Evaluation of effect of AT extract on cell by MTT assay

Effect of AT extract on SCC9 cells was estimated by MTT assay as shown in Fig.2. It was observed that treatment with AT extract inhibit the proliferation of SCC9 cells in a dose dependent manner as at a low concentration (10-40 μg/ml) AT extract inhibit the proliferation by below 20%. Whereas at 80 and 160 μg/ml concentration it shows inhibition of proliferation between 20-30% and at higher concentration such as 320 and 640 μg/ml AT extract inhibits above 50% proliferation of SCC9 cell.

Figure 2

Cytotoxic effect of AT extract on SCC9 and NIH/3T3 cell by MTT assay. (A) Inhibitory effect of AT extract on SCC9 cells. (B) Percentage of growth inhibition of SCC9 cells (C) Percentage of growth inhibition of NIH/3T3 cell. Values are means ± SD (n=10); *p < 0.05, **p<0.01, ***p<0.001 (vs. Control group)

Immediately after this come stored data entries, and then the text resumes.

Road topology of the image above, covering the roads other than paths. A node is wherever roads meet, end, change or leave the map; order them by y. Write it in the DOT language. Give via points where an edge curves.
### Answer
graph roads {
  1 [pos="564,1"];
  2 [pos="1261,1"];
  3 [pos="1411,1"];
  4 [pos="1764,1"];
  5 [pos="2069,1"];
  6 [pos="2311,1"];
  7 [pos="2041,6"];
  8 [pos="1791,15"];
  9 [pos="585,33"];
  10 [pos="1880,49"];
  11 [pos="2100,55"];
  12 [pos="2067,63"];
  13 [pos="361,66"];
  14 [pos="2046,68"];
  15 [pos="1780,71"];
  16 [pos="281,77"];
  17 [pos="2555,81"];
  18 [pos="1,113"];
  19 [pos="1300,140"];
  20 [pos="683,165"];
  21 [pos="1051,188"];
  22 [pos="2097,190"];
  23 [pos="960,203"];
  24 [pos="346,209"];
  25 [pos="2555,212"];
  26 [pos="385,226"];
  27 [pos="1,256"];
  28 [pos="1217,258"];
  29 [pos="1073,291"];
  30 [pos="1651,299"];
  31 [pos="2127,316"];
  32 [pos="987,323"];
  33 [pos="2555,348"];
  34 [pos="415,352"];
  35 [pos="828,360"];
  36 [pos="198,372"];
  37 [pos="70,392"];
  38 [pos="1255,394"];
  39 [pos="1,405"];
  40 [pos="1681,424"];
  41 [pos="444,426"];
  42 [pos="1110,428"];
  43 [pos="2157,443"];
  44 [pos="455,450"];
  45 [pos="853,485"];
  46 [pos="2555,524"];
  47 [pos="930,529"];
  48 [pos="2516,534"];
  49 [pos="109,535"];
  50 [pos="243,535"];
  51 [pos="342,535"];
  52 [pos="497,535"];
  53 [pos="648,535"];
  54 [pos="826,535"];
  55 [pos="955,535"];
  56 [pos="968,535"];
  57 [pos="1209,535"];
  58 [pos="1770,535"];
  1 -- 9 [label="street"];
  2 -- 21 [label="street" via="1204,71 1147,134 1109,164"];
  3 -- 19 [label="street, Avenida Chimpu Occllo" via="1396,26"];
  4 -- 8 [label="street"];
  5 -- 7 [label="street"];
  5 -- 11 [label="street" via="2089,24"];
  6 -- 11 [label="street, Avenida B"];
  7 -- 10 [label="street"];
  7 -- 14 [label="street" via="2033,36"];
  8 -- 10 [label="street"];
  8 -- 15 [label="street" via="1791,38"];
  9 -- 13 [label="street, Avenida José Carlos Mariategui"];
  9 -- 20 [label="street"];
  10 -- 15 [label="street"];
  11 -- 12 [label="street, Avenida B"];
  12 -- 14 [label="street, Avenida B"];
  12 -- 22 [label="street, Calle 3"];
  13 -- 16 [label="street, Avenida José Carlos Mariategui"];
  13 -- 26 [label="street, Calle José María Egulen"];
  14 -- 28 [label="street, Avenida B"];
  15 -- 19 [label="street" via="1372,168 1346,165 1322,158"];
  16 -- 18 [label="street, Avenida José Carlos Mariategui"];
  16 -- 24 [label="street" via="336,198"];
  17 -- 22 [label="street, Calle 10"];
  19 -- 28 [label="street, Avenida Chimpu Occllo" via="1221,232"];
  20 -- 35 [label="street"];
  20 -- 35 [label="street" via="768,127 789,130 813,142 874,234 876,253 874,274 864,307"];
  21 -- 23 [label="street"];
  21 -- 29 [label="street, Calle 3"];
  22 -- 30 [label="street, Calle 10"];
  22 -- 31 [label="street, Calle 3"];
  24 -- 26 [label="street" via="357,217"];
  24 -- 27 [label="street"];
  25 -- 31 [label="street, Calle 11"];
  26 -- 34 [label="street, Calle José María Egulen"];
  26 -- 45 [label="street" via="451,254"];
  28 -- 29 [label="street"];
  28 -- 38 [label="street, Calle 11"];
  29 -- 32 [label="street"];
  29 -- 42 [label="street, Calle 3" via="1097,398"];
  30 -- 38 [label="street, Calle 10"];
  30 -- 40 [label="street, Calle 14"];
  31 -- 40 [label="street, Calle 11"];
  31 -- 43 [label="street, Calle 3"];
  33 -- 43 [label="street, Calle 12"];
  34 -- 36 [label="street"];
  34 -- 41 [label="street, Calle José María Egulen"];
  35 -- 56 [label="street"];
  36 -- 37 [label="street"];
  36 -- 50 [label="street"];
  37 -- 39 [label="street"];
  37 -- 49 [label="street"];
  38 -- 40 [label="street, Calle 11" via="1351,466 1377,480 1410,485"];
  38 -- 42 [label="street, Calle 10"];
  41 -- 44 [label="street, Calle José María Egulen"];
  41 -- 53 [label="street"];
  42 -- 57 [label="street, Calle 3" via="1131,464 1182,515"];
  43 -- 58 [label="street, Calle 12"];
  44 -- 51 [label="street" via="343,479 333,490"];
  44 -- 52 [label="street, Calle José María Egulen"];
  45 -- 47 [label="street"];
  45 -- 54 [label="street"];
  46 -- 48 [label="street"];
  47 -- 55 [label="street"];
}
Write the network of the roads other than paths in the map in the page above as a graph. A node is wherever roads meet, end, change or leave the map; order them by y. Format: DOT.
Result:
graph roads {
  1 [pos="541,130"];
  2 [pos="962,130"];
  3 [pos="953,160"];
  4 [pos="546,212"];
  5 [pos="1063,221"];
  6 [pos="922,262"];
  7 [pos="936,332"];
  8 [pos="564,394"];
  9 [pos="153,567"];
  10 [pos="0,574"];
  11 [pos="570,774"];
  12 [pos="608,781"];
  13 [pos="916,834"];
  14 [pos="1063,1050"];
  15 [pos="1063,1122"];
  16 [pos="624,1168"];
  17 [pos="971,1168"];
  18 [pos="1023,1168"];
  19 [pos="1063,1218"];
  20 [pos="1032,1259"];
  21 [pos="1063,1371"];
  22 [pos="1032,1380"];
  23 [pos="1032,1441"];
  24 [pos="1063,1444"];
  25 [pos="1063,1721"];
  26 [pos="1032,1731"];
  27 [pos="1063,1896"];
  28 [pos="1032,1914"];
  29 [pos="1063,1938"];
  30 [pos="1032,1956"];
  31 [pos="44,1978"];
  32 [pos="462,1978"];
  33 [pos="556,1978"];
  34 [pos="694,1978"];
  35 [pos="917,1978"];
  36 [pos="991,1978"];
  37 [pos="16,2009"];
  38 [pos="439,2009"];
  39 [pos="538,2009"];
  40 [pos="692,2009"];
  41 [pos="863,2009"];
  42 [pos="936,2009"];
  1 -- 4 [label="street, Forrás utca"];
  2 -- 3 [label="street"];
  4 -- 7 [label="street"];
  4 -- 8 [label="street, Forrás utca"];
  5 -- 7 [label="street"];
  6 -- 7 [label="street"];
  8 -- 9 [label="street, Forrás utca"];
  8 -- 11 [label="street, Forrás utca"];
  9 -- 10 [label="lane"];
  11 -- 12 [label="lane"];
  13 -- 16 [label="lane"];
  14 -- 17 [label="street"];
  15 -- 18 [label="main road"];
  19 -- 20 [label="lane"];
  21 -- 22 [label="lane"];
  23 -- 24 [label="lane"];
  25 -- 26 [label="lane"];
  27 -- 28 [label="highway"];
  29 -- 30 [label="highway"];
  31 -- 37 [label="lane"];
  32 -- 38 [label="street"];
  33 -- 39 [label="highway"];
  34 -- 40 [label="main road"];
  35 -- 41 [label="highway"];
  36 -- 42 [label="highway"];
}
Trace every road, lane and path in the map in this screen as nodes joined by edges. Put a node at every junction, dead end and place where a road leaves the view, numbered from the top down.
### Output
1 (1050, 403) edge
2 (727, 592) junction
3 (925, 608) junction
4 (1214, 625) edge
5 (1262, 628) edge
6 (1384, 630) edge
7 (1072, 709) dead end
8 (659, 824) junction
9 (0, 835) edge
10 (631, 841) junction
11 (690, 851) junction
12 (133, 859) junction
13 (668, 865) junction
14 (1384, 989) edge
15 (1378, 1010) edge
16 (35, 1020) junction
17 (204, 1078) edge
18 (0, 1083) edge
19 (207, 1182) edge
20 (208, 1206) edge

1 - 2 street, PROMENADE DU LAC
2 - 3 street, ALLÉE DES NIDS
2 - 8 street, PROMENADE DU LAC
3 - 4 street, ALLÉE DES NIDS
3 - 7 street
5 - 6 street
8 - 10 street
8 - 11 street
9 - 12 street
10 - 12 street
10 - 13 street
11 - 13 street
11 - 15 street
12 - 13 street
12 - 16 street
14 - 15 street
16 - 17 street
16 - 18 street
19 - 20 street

Effect of AT extract on SCC9 cell by clonogenic assay

Surviving fractions was found to be significantly decreases when SCC9 cells were treated with AT extract for the period of one day. This decrease in survival fraction of SCC9 cell with AT extract was found to be in a dose dependent manner as shown in Fig 3.A.

Figure 3

Effect of AT Extract on SCC-9 Cells clonogenic ability. (A) Survival curve (B) Number colonies Values are means ± SD (n=10); *p < 0.05, **p<0.01 (vs. Control group)

Control group of SCC9 cells has shown 100% cloning ability. Moreover, treatment with AT extract significantly (p<0.001) declines the cloning ability of SCC9 cells as compare to control group in a dose dependent manner as shown in Fig. 3B.

Effect of AT extract on SCC9 cell cycle

Effect of AT extract on SCC9 cells at various stages of cell cycle was shown in Fig.4. It was observed that treatment with AT extract significantly (p<0.001) increases the cells at G2/M phase compared to control group. Whereas, the cell in G0/G1 phase decreases in AT extract treated group compared to control group.

Figure 4

Effect of AT extract on SCC9 cells at various stages of cell cycle Values are means ± SD (n=10); ***p<0.001 (vs. Control group)

Discussion

Management of cancer becomes complex as due to resistance of cancer cell towards conventional treatment options. Literature reveals that phytomedicine possess strong anticancer activity and promises alternative therapy for the management of cancer (Xavier et al., 2009). This study evaluates the anticancer activity of Aster tataricus extract on SCC-9 cancer cells. Effect of AT extract on SCC9 cancer cells was evaluated by observing the morphology, MTT assay, clonogenic assay and cells in which phase of cell cycle. Previous report suggested that phytomedicine do the morphological changes in oral cancer cell line and the result of the give study shows that treatment with AT extract causes similar changes in the morphology of SCC9 cell line (King et al., 2007). Report suggested that AT contain several chemically active substances that possess several medical properties. Caffeoylquinic acid is the chemically active compound that reported to have strong antioxidant and anti-inflammatory property (Duke and Ayensu, 1985; Ma et al, 2011; Peluso et al, 1995). Moreover, it has effect on cell viability and effective against lung cancer (In et al, 2016). Thus, cytotoxic potential of AT extract was estimated by MTT assay. In which mitochondrial dehydrogenase that is present only in viable cell reduces tetrazolium salt and converted it in to formazan (Mosmann, 1983). Our study shows the reduction of tetrazolim salt in a dose dependent manner in AT extract treated SCC9 cell line. Moreover, clonogenic ability of cancer cell is the important characteristics and estimation of it was dose by clonogenic assay (Katz et al., 2008). Cytotoxic drugs show anticlonogenic activity and thereby inhibit the growth of tumor cell. Result of this study suggests that treatment with AT extract significantly (p<0.01) decreases cloning ability of SCC9 cells in a dose dependent manner. In addition, effect of AT extract was observed over the cell cycle and observed that treatment with AT extract significantly (p<0.01) increases the no cells in G2/M phase compared to control group.

Conclusion

This study concludes that Aster tataricus extract possess anticancer activity on human oral squamous carcinoma cell line.